男子400mハードル決勝では、ノルウェーの選手に対し、
「すごい白人選手が出て来たと思います」
「すごい選手が出て来た」で通じるところを「白人選手」と織田は伝える。一方で、「すごい黒人選手が出て来た」という表現を耳にすることはなかった。
「ダメダメダメ、メダルなんて望んでない」
男子200mを走った日本人選手が、リレーについて聞かれた際の織田は、失礼極まりなかった。
「今まで日本はメダルを取ってきているので、メダルを目指して頑張りたいと思います」
と選手が高らかに希望を宣言した。それに対して織田は、
「ダメダメダメ、そんなこと思っちゃダメ。メダルなんて望んでないから、今回。そんなの望まなくていい。なぜならば今回は、1回もリレーに出たことのないメンバーしか残ってないから」
「ダメ」を連呼するのは失礼の極みだし、リレーに出たことのないメンバーだからメダルは無理と決めつける理不尽で浅すぎる思考。

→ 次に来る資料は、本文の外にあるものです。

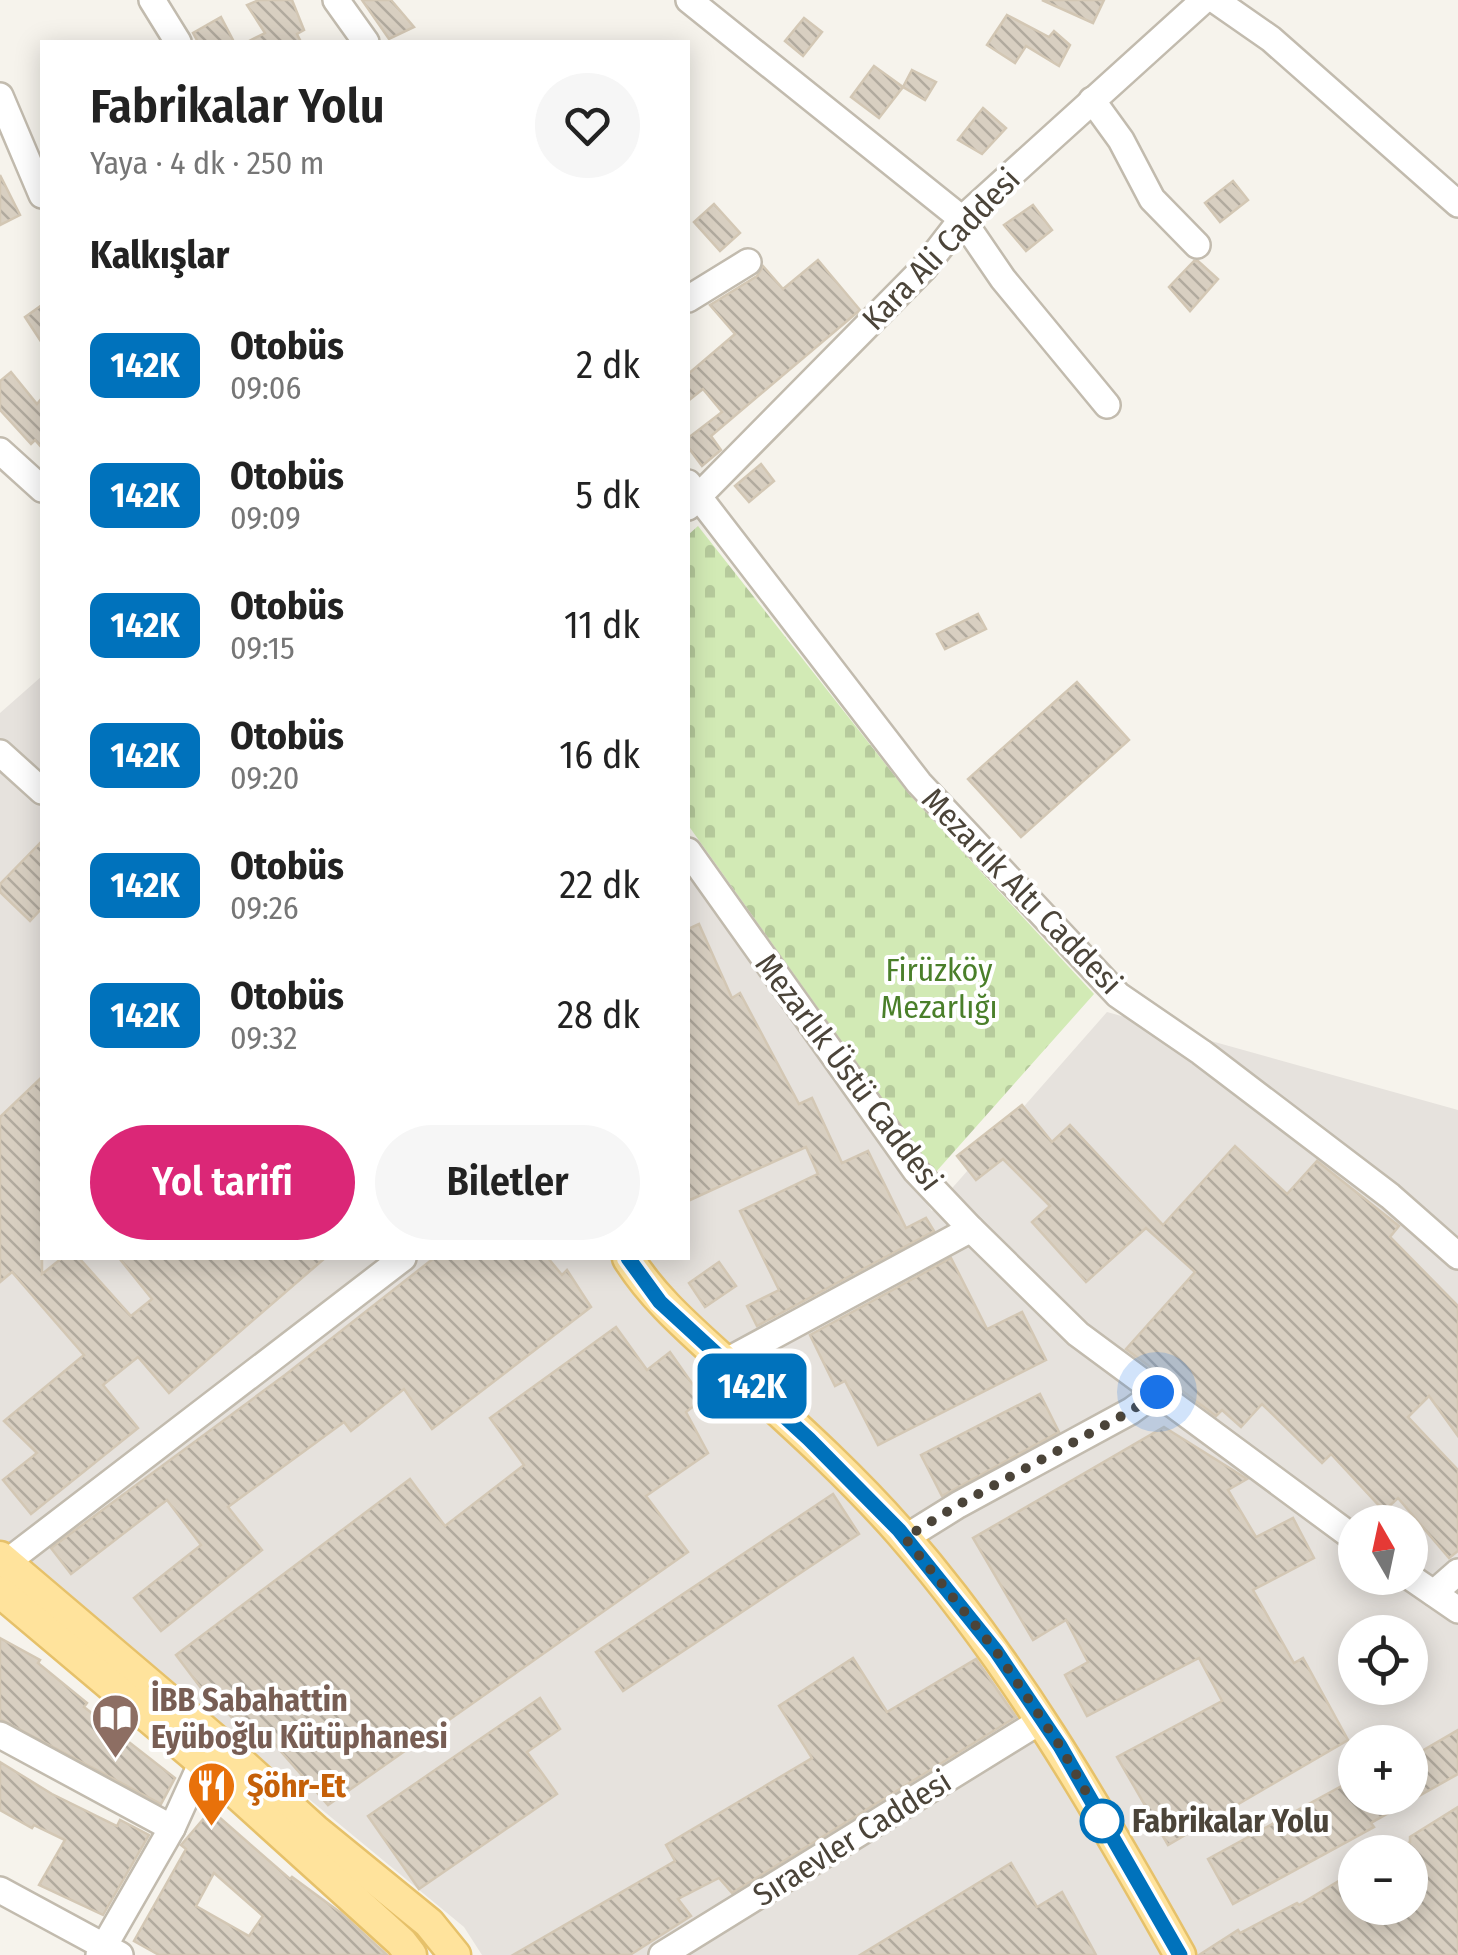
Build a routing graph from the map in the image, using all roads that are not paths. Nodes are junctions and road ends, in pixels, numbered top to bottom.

後輩にも慕われているというアメリカの女子選手を紹介する際には、
「アメリカ(選手の中)で、こんなにできた人はいないと思います」
と身勝手な思い込み全開。「こんなにできた人はいないと思います」で十分な表現なのに、「アメリカで」と検証不能な表現を加えてしまう。
22歳の女子選手に対する発言は、多様性の現代の真逆を行くそれだった。
「ママさんになったアリソン(・フェリックス)のように、逆に若くして先に産んで、(競技に)戻って来るのを早くして、記録をばッと出す選手になるのか、妄想が止まらない」
と、人の人生を勝手に決めつける、出産することを勝手に決めつけるという暴走。これには隣の中井フリーアナも、
「いろんな生き方がありますね」
と返すだけだった。
中継を通して感じ取れたのは、偏見が透けて見え、時代に合わせて言葉のバージョンアップを怠った織田の、自信たっぷりの伝える力。
1997年から務めた織田&中井のメインキャスターコンビも、今回で仕事納めになる。
中井フリーアナ! お疲れさまでした。